Segment Start: Provided data

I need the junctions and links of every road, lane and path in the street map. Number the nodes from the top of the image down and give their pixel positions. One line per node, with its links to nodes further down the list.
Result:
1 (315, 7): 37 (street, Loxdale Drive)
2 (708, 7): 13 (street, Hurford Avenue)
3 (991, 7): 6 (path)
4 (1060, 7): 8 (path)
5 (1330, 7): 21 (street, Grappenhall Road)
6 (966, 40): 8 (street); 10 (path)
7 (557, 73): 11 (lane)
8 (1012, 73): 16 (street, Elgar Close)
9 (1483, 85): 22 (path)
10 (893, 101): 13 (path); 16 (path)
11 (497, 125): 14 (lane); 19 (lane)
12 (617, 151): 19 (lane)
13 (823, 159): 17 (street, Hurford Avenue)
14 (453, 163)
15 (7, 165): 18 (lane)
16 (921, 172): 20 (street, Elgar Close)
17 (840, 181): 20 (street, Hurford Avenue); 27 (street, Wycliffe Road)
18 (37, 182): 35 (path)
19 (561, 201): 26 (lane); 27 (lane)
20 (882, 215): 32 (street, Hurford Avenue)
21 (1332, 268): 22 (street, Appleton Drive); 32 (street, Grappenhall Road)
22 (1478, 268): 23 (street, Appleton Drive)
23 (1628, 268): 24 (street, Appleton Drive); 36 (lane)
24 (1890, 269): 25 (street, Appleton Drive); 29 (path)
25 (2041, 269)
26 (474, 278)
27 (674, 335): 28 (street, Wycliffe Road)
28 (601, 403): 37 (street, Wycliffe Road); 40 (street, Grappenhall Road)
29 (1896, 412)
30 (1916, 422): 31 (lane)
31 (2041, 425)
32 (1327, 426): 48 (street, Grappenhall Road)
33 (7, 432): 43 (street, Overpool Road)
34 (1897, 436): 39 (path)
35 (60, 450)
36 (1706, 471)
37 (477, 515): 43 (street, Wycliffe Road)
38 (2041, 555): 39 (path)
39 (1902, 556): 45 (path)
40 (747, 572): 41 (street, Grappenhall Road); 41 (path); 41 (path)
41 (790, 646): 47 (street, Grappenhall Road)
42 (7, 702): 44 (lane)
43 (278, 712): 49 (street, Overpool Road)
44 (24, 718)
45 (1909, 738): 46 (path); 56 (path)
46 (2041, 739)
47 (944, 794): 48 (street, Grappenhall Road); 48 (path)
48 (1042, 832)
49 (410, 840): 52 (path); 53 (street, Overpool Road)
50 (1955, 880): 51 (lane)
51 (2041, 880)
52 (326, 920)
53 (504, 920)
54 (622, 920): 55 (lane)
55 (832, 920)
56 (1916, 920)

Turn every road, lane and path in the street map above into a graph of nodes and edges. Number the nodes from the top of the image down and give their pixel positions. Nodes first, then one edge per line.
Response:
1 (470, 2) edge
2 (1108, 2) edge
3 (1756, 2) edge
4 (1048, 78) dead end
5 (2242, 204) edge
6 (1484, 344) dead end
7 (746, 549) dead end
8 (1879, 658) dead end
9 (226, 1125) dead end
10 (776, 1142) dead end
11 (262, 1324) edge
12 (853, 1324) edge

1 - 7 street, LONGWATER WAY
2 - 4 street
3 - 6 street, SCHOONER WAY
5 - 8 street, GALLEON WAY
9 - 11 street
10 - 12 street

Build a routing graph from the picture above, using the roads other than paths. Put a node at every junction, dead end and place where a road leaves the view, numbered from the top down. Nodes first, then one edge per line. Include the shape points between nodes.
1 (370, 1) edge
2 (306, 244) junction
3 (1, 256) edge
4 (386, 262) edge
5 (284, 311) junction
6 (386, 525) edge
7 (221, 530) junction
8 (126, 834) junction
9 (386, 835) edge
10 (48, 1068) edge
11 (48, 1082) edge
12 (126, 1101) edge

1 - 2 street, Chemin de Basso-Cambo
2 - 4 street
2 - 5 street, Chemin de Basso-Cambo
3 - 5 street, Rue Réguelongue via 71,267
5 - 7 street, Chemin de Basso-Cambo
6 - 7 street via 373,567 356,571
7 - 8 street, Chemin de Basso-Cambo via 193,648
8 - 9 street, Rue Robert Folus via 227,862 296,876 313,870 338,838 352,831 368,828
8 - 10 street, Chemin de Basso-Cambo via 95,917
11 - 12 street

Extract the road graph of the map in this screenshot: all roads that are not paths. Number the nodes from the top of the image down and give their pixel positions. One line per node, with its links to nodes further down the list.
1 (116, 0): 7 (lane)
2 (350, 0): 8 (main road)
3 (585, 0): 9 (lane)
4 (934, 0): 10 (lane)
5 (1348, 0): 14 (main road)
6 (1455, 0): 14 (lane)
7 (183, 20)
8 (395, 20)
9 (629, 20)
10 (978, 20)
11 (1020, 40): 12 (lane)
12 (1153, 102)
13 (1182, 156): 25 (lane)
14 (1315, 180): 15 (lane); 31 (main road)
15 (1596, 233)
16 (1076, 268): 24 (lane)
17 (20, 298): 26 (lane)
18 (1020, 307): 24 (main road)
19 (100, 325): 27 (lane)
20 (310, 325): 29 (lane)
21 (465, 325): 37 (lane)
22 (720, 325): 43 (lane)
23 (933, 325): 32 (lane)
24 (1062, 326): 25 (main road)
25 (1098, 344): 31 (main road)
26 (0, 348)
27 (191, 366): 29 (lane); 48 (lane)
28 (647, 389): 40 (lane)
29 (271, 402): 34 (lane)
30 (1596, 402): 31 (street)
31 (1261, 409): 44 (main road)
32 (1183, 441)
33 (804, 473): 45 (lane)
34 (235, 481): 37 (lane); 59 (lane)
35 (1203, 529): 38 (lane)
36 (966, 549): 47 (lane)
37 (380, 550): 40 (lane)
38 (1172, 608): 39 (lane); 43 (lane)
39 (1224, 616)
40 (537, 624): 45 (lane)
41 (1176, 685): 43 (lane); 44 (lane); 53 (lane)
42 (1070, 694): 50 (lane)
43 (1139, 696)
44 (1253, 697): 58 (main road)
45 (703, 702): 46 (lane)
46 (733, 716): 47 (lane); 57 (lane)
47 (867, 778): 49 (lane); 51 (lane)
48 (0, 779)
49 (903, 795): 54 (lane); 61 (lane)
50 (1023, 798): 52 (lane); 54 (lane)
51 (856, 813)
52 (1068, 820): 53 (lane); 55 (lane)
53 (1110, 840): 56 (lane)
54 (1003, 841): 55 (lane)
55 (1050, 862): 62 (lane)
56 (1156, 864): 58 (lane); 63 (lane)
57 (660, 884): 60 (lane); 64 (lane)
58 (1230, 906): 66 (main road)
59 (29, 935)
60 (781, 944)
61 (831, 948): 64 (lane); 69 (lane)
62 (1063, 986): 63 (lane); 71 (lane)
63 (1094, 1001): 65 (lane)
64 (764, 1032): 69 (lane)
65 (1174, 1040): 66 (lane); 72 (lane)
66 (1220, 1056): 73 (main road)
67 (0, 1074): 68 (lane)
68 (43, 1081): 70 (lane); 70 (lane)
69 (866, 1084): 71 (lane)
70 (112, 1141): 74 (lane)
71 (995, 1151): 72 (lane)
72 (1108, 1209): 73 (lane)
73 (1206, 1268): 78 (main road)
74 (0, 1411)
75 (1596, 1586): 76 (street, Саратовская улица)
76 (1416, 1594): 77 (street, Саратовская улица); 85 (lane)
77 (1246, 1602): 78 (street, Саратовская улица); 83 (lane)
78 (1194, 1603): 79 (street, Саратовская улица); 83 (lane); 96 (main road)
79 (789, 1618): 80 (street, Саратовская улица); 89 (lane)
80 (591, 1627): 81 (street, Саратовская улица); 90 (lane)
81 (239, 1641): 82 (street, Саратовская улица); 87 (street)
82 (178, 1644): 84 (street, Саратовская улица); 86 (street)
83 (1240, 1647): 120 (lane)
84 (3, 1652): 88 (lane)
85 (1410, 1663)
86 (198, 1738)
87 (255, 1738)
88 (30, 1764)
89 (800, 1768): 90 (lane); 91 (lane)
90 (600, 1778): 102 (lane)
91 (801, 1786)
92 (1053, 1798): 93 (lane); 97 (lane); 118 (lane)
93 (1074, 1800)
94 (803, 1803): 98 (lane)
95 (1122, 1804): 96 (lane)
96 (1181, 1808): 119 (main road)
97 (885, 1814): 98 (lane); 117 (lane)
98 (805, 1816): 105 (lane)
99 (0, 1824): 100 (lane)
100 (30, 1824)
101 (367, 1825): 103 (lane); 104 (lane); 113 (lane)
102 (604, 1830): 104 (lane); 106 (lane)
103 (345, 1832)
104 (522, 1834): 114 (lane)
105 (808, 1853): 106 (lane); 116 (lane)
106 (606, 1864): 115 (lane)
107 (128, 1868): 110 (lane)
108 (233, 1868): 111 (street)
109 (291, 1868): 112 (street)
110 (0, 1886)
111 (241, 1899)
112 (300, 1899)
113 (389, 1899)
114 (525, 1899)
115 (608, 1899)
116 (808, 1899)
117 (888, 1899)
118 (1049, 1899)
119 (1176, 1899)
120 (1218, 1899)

Segment End: Provided data

### Assigned task
From the first line of the data above to the line holding "Turn every road, lane", reproduce each line exactly; emit no other lines.

### Exercise answer
I need the junctions and links of every road, lane and path in the street map. Number the nodes from the top of the image down and give their pixel positions. One line per node, with its links to nodes further down the list.
Result:
1 (315, 7): 37 (street, Loxdale Drive)
2 (708, 7): 13 (street, Hurford Avenue)
3 (991, 7): 6 (path)
4 (1060, 7): 8 (path)
5 (1330, 7): 21 (street, Grappenhall Road)
6 (966, 40): 8 (street); 10 (path)
7 (557, 73): 11 (lane)
8 (1012, 73): 16 (street, Elgar Close)
9 (1483, 85): 22 (path)
10 (893, 101): 13 (path); 16 (path)
11 (497, 125): 14 (lane); 19 (lane)
12 (617, 151): 19 (lane)
13 (823, 159): 17 (street, Hurford Avenue)
14 (453, 163)
15 (7, 165): 18 (lane)
16 (921, 172): 20 (street, Elgar Close)
17 (840, 181): 20 (street, Hurford Avenue); 27 (street, Wycliffe Road)
18 (37, 182): 35 (path)
19 (561, 201): 26 (lane); 27 (lane)
20 (882, 215): 32 (street, Hurford Avenue)
21 (1332, 268): 22 (street, Appleton Drive); 32 (street, Grappenhall Road)
22 (1478, 268): 23 (street, Appleton Drive)
23 (1628, 268): 24 (street, Appleton Drive); 36 (lane)
24 (1890, 269): 25 (street, Appleton Drive); 29 (path)
25 (2041, 269)
26 (474, 278)
27 (674, 335): 28 (street, Wycliffe Road)
28 (601, 403): 37 (street, Wycliffe Road); 40 (street, Grappenhall Road)
29 (1896, 412)
30 (1916, 422): 31 (lane)
31 (2041, 425)
32 (1327, 426): 48 (street, Grappenhall Road)
33 (7, 432): 43 (street, Overpool Road)
34 (1897, 436): 39 (path)
35 (60, 450)
36 (1706, 471)
37 (477, 515): 43 (street, Wycliffe Road)
38 (2041, 555): 39 (path)
39 (1902, 556): 45 (path)
40 (747, 572): 41 (street, Grappenhall Road); 41 (path); 41 (path)
41 (790, 646): 47 (street, Grappenhall Road)
42 (7, 702): 44 (lane)
43 (278, 712): 49 (street, Overpool Road)
44 (24, 718)
45 (1909, 738): 46 (path); 56 (path)
46 (2041, 739)
47 (944, 794): 48 (street, Grappenhall Road); 48 (path)
48 (1042, 832)
49 (410, 840): 52 (path); 53 (street, Overpool Road)
50 (1955, 880): 51 (lane)
51 (2041, 880)
52 (326, 920)
53 (504, 920)
54 (622, 920): 55 (lane)
55 (832, 920)
56 (1916, 920)

Turn every road, lane and path in the street map above into a graph of nodes and edges. Number the nodes from the top of the image down and give their pixel positions. Nodes first, then one edge per line.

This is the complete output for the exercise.